L’essere umano ha la tendenza a ridurre in schemi semplici la complessità del mondo, iniziamo a farlo fin da piccoli, per imparare a dare un senso alle cose che ci circondano, a ordinarle in categorie; usiamo questo meccanismo per “risparmiare energie” per esempio nelle valutazioni degli eventi, quando prendiamo una decisione o facciamo una scelta. È più semplice e più rapido. Ma ci può portare a sbagliare. Se riduciamo tutto a una sola causa come unica fonte di un pericolo che ha molte cause, abbiamo una visione schematica e semplicistica del fenomeno che può generare il panico, Perché questo si diffonde sulla base di credenze semplici, per quanto infondate. Quindi, in questo modo, avremo un contagio collettivo.

È a tutti noto che la discussione sulla responsabilità – unica o correa – del Covid-19 nel causare la morte sia intrapresa da opinionisti, “esperti”, medici e virologi, quasi sempre a partire dalla visione schematica e semplicistica del fenomeno di cui parla Legrenzi. Tale schematicità può essere adoperata sia a sostegno di una causa – è il virus che uccide – che di quella opposta – si muore per le altre patologie. Appare difficile ai più abbracciare tesi complesse, improntate all’interazione tra fattori. Anzi, dato che l’attenzione della collettività è incentrata sugli effetti del virus, la sua responsabilità come causa di decessi tende a essere pervicacemente sopravvalutata a scapito di ogni altro cofattore.
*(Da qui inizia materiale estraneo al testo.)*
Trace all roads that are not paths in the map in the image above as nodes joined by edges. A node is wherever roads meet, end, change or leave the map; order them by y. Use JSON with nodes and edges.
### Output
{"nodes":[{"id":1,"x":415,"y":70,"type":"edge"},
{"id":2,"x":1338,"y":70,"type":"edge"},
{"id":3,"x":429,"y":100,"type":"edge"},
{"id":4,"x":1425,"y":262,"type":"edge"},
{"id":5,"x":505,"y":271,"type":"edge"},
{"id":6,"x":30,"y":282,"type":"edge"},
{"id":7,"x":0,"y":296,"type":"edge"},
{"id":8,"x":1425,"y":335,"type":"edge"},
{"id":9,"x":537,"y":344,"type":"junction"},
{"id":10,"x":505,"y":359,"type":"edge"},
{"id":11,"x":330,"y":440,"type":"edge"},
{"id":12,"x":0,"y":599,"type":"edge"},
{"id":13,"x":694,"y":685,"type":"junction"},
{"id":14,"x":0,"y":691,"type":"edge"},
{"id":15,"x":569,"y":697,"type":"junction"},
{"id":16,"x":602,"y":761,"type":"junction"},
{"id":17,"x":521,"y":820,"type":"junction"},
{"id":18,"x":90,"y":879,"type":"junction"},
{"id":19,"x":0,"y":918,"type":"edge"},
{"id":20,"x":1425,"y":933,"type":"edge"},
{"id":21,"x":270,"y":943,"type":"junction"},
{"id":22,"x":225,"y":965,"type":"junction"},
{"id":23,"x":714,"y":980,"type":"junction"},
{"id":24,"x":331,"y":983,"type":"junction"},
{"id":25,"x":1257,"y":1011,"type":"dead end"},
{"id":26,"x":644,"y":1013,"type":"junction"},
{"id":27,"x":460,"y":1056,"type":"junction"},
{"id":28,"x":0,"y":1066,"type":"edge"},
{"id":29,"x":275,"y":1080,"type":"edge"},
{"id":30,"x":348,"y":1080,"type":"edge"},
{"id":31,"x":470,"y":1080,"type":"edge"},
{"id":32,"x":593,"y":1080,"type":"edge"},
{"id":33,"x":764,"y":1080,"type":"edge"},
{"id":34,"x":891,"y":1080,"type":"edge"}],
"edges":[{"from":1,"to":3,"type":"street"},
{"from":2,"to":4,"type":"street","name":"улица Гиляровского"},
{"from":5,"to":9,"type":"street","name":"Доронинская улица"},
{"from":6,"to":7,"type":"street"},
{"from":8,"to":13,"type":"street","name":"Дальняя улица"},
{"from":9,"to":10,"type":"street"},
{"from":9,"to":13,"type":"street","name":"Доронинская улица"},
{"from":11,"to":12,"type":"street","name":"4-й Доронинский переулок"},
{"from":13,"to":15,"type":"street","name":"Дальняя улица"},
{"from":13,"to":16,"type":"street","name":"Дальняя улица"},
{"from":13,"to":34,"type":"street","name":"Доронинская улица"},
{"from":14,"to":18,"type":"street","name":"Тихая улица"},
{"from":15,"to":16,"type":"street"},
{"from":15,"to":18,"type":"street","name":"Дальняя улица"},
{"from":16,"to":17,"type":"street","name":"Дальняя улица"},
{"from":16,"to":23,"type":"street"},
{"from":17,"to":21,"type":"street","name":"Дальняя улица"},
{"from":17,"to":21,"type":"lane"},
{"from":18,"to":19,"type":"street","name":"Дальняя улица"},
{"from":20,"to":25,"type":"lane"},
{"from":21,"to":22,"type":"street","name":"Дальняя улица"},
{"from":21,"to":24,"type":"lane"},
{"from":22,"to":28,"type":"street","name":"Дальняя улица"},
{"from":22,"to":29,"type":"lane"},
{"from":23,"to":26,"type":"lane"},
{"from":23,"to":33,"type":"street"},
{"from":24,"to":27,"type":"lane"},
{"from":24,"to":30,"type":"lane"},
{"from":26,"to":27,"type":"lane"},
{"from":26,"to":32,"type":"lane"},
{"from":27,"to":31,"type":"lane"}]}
Una lezione che potremmo trarre da questa pandemia riguarda la necessità di una educazione alla complessità, a vedere il mondo in maniera non semplicistica e schematica, a giudicare la bontà delle tesi non in base alla loro semplicità monocausale, ma al numero di variabili pertinenti che chiamano in causa.

Certo, per la mente umana è più facile operare monocausalmente. La complessità richiede sforzo e disciplina; qualità che non sono coltivate né incoraggiate da opinionisti, “esperti” e medici “televisivi” (compressi come sono dai loro angusti ruoli mediatici).

Per questo bisogna rivolgersi alla scienza, che non tollera semplificazioni e che, perciò, risulta “antipatica”. Ma se avessimo bisogno di questa “antipatia” come abbiamo bisogno dei vaccini?